Read this second part of the blog of agripool expert Ton Duffhues who went to Georgia.
See part 1
We visited two fruit growers, near Gori, the place of birth of dictator Joseph Stalin. We crossed a valley with waste land and orchards and had a view of the beautiful mountains of the Caucasus. Both fruit growers came from the countryside, had parents with a small farm, got educated in the city and went to Germany and the Netherlands to learn about fruit growing. The first farmer we visited started a business in selling technical equipment and fertilizer, together with a farmers’ service and training centre. At the same time, he expanded the small farm of his parents and became a commercial fruit grower: 20 ha with apples, pears and peaches for the Georgian market (direct to local markets) Russia, Saudi Arabia and Azerbaijan (fixed prices by contract). In periods of harvest and pruning a team of 10 to 20 native labourers work for him. One of his orchards is a very modern one, with a weather station, a drip irrigation system, safety camera’s and protection screens against hail, wind and too much sun. Standing in this orchard, he said: ‘Look there, a few miles from here, a compound of Russian soldiers; every day they intimidate Georgian citizens with replacing the border with some meters in our direction.’
The second fruit grower first had a career in the town. When he became unemployed, he went back home with his wife and two children and started on 4 ha of his parents’ farm with fruit and nuts. In the last ten years he succeeded to buy and hire more land and now he has nearly 20 ha of apples, pears, peaches, strawberries, raspberries, almonds, walnuts. He uses an old empty house of an uncle as a storage facility. His eyes twinkle when he shows us his record-keeping books. He learned this in a project called GeoGap, organised by the GFA and aimed at a quality standard necessary to sell the products to the market (retail, restaurants in the country and the export market).
Both fruit-growers are very proud on their achievements and give the GFA the credits for supporting them and their colleagues with lobbying, educational programmes and connecting the farmers at regional level, the demonstration fields and matchmaking in grants for innovation. The first farmer was actively engaged in the GFA and had a key-position in the Fruit Growers Association; the second farmer was not even aware of his membership of the GFA. ‘I never paid a fee’, he said.

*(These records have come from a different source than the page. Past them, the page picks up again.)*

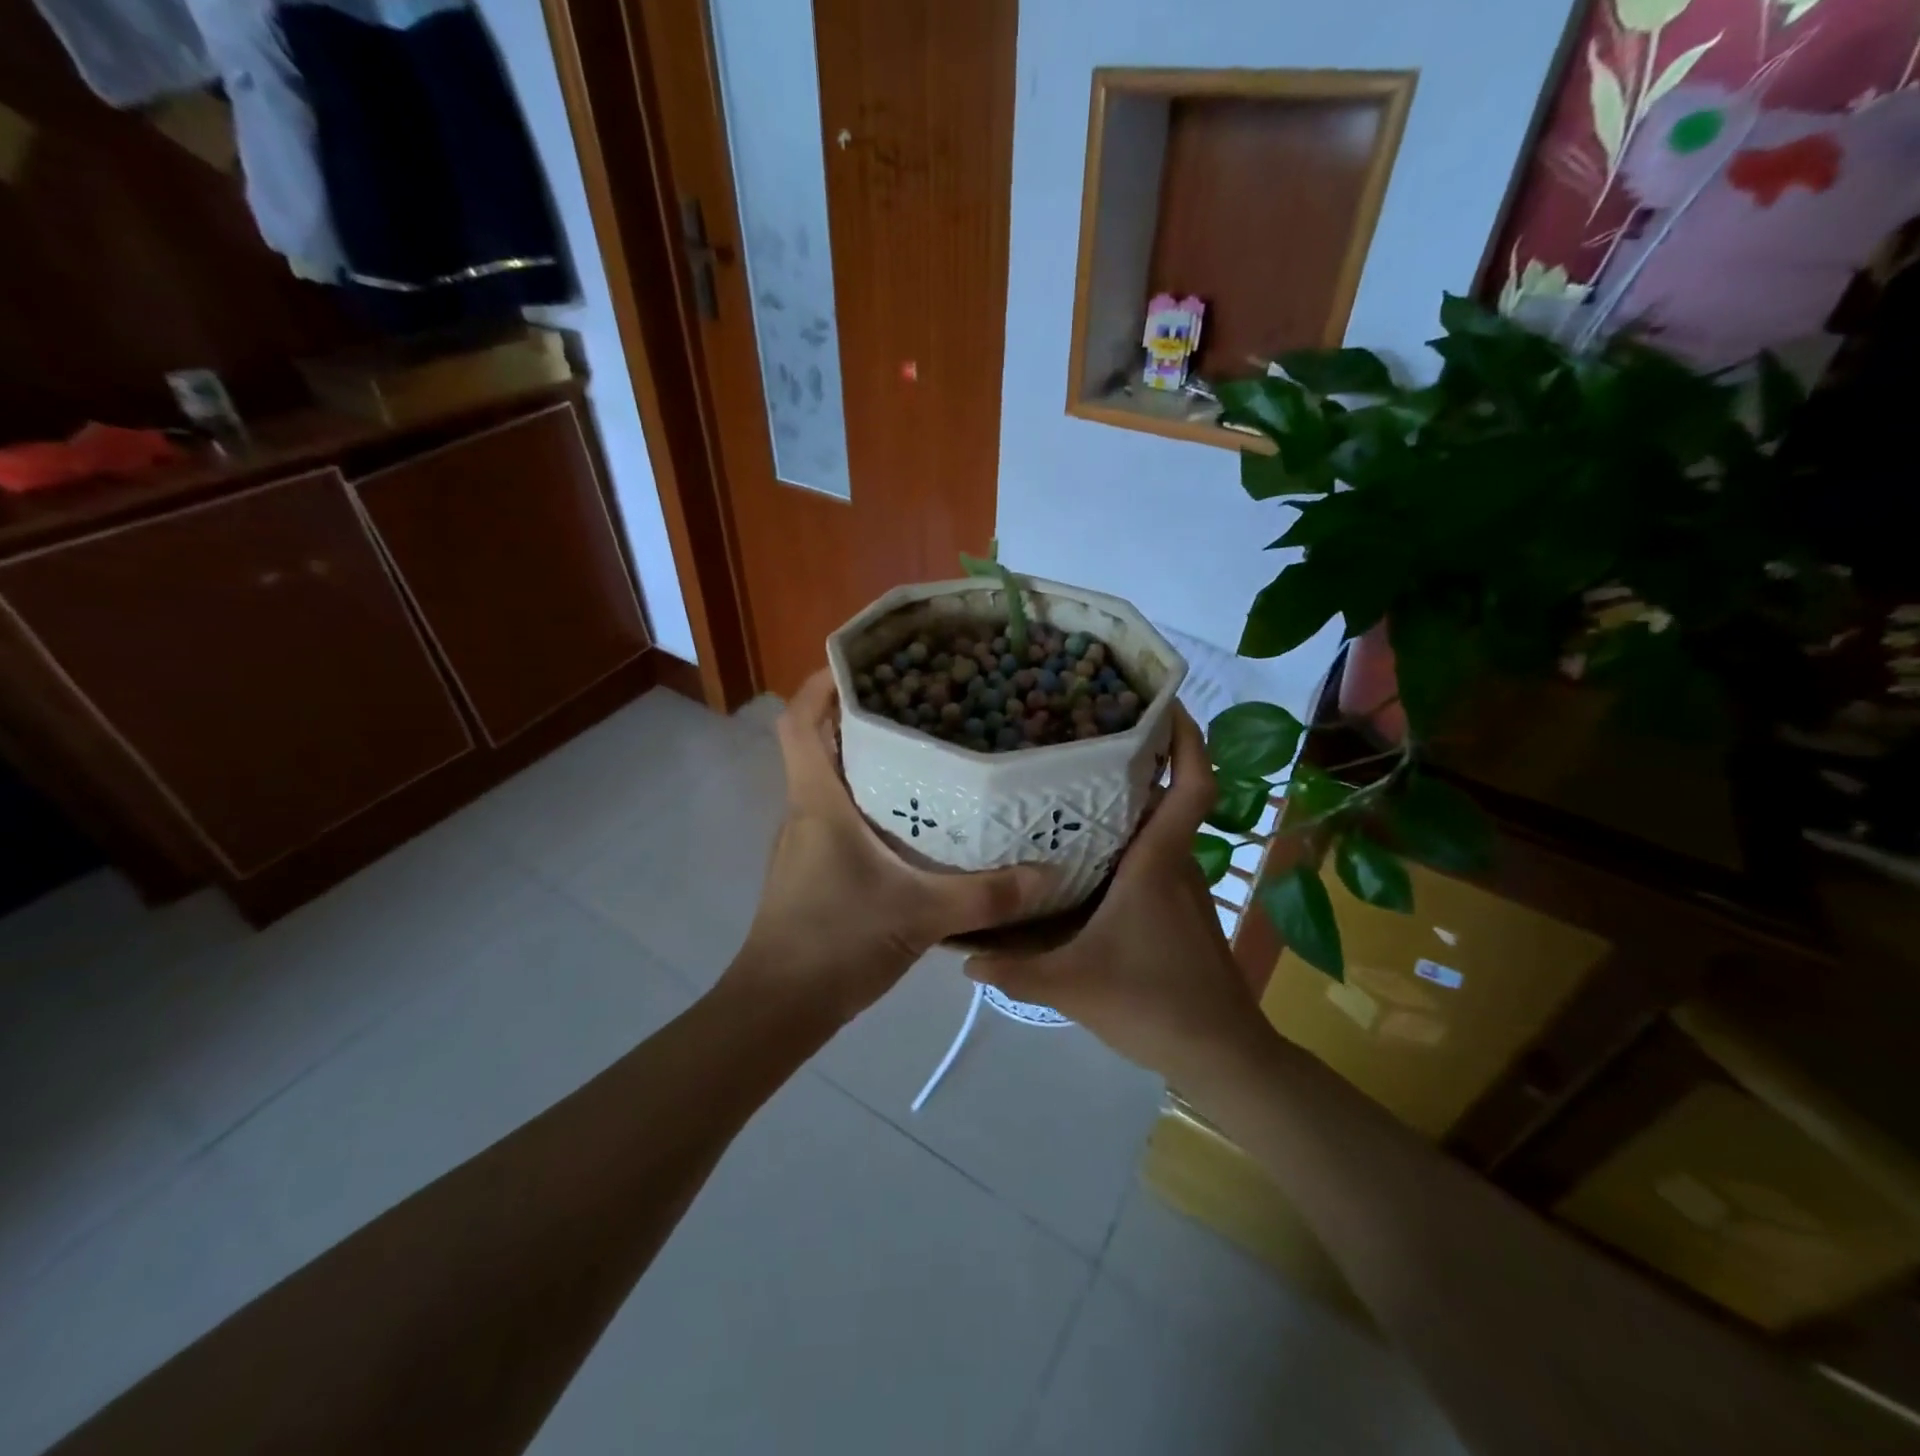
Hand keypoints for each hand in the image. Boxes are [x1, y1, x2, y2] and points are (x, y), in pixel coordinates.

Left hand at [733, 670, 1054, 1020]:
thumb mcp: (921, 915)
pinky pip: (840, 811)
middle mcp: (805, 809)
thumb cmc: (836, 943)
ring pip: (831, 777)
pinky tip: (915, 814)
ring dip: (867, 755)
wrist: (780, 1007)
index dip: (821, 681)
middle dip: (860, 711)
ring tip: (925, 745)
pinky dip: (871, 797)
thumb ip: (988, 896)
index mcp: (817, 800)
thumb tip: (1050, 874)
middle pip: (819, 740)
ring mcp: (806, 839)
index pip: (798, 719)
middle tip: (919, 697)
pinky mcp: (815, 865)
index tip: (864, 660)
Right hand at [964, 705, 1273, 1083]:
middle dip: (1139, 757)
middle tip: (1087, 733)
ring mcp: (1183, 888)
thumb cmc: (1153, 1005)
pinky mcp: (1180, 910)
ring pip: (1159, 827)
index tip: (1162, 703)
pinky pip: (1154, 857)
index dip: (1188, 738)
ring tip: (1075, 785)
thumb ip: (1013, 968)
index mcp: (1157, 864)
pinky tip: (1087, 856)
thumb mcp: (1071, 986)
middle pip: (1168, 794)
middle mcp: (1175, 864)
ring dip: (1130, 800)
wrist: (1221, 1055)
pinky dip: (1128, 840)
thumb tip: (961, 955)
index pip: (1192, 785)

We had an interview with Asmat Lali Meski, chairwoman and executive director of the Wheat Growers Association. She established this association in 2017, with the aim of safeguarding and conserving the tradition of wheat cultivation in Georgia. Protecting, multiplying and saving indigenous varieties of wheat, as well as preserving one of the world’s earliest authentic bread baking techniques. The wheat culture in Georgia is one of the oldest in the world and is included in the national list of Intangible Cultural Heritage. In 2020 the 45 small and medium sized farmers of the Wheat Growers Association produce about 60 ha of traditional varieties of wheat of organic quality. One of the wheat varieties (Tsiteli doli) is recognised by the Slow Food Movement as an authentic regional product that has to be protected. With the bread festival, the results of seed production and their courses on baking and selling traditional bread, the Wheat Growers Association has built a good reputation in a few years’ time.
Asmat Lali Meski had a lot of experience in working for international organisations. When she heard about the rich tradition of wheat culture and the existence of some endemic varieties, she dreamed of a specialised organisation of wheat growers and of a restoration of this wheat and baking culture. How to start? After she saw the GFA’s chairwoman Nino on television, she knew she should get in touch with the GFA and talk about opportunities and facilities. And this is exactly what happened. The GFA decided to cooperate and facilitate: share meeting rooms for free, help to register the new association, make invitations for education programmes, to connect with different stakeholders in the network and to help by getting market access (special restaurants and shops). The Wheat Growers Association became a member of the GFA and now has its own board. ‘It is a dead horse’ Asmat Lali Meski says, when talking about the services by the governments in the regions. The GFA knows the farmers’ needs and is better equipped to help farmers with (paid) services’.